Ticket sales to the event might have erased the national debt.

Lord Black of Crossharbour, the beleaguered capitalist who gave up his Canadian citizenship for the title he loves, and Mr. Broadbent, former federal leader of the New Democratic Party, who is not known as a monarchist, are both members of the Privy Council, which constitutionally advises the Governor-General on government matters.

It met to approve the marriages of then-princess Elizabeth and Prince Philip in 1947, and Prince Charles and Diana in 1981. That was because their children would be in line to become Canada's head of state.

In this case, a Justice spokesman said, Ms. Parker Bowles will not ascend the throne and there will be no impact on the line of succession, a blunt but diplomatic judgment call that, at 57, she is not going to have children.

Thus no need for the Privy Council to meet. The Prime Minister issued a statement wishing the couple happiness. The Governor-General, the Queen's representative, said nothing.

It was that sort of day yesterday in Canada, Britain and likely the Queen's realms elsewhere -- with scholars rummaging through the esoterica of constitutional monarchy and citing centuries-old royal behaviour and statutes to explain the implications of Charles's marriage for church and state.

For church -- Prince Charles will become head of the established state Church of England when he is crowned -- one British observer described it as a tough choice between accepting a royal supreme governor married to a divorcée or a royal supreme governor with a mistress.

There's ample historical precedent for the latter, but the former was deemed to have a far better chance of public acceptance. And, as Cambridge University constitutional historian John Adamson pointed out in an interview, the church's first supreme governor, Henry VIII, was a divorcé.

As for state, said Prof. Adamson, a nice bit of invented tradition has been produced "to satisfy what are probably still widespread reservations . . . on the part of the British public about Mrs. Parker Bowles. There is a sense in which Queen Camilla doesn't sound right."

Therefore, when Charles becomes king, she is to become princess consort -- a title like the one Queen Victoria bestowed on her husband Albert more than a century and a half ago.

"On the whole, it was a gracefully arranged move," Oxford University constitutional specialist David Butler said.

As for what it all means:

When Charles becomes king, how will Mrs. Parker Bowles's status be different from Prince Philip's status now? It doesn't look as if there is much difference. Prince Philip is referred to as the Royal Consort (although not the prince consort), but he does not share what is known as "the crown matrimonial." Neither, as things look, will Mrs. Parker Bowles.
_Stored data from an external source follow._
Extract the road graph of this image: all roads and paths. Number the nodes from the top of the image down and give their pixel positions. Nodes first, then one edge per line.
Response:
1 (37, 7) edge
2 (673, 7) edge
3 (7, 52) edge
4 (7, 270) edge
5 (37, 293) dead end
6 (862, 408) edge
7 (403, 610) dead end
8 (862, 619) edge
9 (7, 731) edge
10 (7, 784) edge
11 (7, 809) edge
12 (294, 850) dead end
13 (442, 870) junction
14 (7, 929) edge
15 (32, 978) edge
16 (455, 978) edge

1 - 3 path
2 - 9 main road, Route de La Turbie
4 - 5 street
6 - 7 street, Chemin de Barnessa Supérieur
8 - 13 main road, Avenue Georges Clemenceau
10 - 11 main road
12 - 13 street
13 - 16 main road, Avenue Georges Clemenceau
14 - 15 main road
Has the Queen set a big precedent by reaching into the reign of her successor, so to speak, and declaring what Charles's wife's constitutional status will be when he becomes king? No, said Prof. Adamson. "The Queen cannot bind her son in this way. . . . All that has been established in the current case is a public undertaking from the Prince of Wales that, on becoming king, he will state that his wife's title will be princess consort."
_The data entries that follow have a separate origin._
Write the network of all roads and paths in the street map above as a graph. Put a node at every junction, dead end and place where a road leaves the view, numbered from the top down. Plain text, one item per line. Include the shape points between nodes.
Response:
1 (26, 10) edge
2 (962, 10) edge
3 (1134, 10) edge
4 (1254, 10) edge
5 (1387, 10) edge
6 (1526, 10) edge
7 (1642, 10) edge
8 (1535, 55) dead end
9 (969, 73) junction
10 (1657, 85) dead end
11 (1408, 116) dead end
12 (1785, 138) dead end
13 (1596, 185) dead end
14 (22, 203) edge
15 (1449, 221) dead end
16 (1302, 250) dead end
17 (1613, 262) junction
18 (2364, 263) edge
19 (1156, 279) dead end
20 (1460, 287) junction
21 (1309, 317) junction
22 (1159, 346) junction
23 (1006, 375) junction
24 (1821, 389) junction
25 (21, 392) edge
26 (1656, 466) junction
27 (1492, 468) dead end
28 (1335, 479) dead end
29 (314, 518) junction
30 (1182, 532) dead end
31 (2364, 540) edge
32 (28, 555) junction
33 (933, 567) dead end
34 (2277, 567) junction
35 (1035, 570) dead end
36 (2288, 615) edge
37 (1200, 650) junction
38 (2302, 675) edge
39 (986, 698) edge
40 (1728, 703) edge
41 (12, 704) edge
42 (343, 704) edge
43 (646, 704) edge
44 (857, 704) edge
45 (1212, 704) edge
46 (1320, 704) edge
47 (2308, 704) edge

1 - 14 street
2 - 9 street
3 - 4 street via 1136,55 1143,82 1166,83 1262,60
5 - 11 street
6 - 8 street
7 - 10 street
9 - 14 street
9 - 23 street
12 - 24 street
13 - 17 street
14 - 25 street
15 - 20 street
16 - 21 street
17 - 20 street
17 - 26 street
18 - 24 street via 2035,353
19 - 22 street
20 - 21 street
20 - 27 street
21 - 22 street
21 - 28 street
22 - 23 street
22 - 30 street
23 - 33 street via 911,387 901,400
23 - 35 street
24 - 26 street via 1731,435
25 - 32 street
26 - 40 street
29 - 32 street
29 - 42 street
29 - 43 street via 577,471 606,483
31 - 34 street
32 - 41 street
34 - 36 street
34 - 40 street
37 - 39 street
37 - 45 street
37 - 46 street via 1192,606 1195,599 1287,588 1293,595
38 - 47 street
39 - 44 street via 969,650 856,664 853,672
Has there ever been a princess consort before?

Yes, said Prof. Adamson. Henry VIII gave the title to former Queen Catherine of Aragon after he divorced her to marry Anne Boleyn. Which doesn't help explain what it means.

Why is this marriage different from that of Edward VIII, Charles's great-uncle, who in 1936 determined to marry divorcée Wallis Simpson?

The British government (and the Canadian government of the day) didn't approve of that marriage. It does approve of this marriage. And social attitudes are different. Nearly half of all British marriages end in divorce.

What sort of deal did Charles make with the Church of England, which still defines marriage as a "life-long covenant."

Deal is probably the wrong word. Two years ago, the church softened its position on divorce and stated that "there are exceptional circumstances in which a divorced person may be married in church during the lifetime of a former spouse." Charles's former spouse, Diana, is dead, although Mrs. Parker Bowles's former husband isn't. However, Jonathan Wynne-Jones, news editor of the Church of England Times, said that, because of the messiness of the Prince's marriage breakdown, "there's no way he could have been remarried in the church." The church-approved solution was for Charles and Mrs. Parker Bowles to be married in a civil ceremony in Windsor Castle and then have their union blessed in the church's chapel.

Is there a problem with Mrs. Parker Bowles having been married to a member of the Roman Catholic Church, which does not recognize the right of divorced persons to remarry?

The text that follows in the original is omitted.